→ ASSIGNMENT
Go through the data below. List every line that holds the word "label".

→ DATASET EXTRACT
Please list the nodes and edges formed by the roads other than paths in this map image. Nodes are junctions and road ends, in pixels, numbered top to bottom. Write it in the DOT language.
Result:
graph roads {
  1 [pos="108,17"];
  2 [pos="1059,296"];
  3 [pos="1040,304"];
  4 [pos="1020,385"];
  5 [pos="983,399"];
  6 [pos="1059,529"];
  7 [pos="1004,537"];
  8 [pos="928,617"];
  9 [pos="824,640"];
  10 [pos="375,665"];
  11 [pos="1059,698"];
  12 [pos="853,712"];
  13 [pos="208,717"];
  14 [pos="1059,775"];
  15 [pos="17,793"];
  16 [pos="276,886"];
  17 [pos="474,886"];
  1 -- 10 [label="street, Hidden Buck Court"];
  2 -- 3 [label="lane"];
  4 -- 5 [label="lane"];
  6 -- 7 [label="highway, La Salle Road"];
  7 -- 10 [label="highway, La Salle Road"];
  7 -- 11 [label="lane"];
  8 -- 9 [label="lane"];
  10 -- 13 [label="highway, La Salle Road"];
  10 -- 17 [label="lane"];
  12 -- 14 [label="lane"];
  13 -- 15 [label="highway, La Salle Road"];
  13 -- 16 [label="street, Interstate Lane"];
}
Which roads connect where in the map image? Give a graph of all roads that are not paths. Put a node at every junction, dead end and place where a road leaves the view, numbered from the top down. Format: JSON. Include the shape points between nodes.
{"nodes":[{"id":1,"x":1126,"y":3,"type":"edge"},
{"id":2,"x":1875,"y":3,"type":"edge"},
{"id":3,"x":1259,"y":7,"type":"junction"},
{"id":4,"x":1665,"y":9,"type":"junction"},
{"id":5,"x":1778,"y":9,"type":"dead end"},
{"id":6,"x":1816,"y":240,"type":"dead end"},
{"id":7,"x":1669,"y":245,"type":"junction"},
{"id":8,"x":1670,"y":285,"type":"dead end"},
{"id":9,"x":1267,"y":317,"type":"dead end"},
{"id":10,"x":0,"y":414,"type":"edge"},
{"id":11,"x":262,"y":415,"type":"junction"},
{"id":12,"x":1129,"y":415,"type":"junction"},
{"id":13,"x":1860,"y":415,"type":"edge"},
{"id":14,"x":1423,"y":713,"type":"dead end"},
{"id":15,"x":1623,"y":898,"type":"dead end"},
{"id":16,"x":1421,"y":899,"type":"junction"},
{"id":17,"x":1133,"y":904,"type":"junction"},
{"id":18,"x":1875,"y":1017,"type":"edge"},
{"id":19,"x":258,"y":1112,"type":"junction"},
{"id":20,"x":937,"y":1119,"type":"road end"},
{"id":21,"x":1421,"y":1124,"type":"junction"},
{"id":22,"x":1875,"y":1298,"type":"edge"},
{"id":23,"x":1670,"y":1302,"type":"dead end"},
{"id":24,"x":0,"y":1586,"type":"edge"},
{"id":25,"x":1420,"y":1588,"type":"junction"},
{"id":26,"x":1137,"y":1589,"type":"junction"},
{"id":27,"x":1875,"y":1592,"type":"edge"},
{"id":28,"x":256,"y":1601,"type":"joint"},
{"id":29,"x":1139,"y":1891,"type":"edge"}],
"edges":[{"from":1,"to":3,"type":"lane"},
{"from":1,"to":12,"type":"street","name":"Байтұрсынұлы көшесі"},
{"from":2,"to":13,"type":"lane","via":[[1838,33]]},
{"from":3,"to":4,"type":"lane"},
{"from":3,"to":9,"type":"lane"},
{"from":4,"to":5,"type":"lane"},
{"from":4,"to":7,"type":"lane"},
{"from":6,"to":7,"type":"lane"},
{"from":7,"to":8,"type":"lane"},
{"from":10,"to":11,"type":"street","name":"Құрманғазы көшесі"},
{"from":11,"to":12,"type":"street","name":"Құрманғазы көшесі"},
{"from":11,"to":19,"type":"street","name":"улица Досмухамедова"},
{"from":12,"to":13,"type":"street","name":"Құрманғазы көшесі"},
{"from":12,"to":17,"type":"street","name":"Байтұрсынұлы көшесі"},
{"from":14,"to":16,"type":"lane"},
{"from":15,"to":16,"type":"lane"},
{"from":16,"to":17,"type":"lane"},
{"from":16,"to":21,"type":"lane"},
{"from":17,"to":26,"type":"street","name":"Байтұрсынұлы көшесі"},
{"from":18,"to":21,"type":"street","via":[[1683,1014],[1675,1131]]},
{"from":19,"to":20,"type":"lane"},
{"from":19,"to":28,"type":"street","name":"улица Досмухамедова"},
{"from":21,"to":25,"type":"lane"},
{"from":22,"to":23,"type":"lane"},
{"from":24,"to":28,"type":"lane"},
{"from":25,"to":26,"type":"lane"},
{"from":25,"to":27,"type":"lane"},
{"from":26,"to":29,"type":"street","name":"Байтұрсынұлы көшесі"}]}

→ PROBLEM SOLUTION
  1 -- 10 [label="street, Hidden Buck Court"];
  2 -- 3 [label="lane"];
  4 -- 5 [label="lane"];
  6 -- 7 [label="highway, La Salle Road"];
  7 -- 10 [label="highway, La Salle Road"];
  7 -- 11 [label="lane"];
  8 -- 9 [label="lane"];
  10 -- 13 [label="highway, La Salle Road"];
  10 -- 17 [label="lane"];
  12 -- 14 [label="lane"];
  13 -- 15 [label="highway, La Salle Road"];
  13 -- 16 [label="street, Interstate Lane"];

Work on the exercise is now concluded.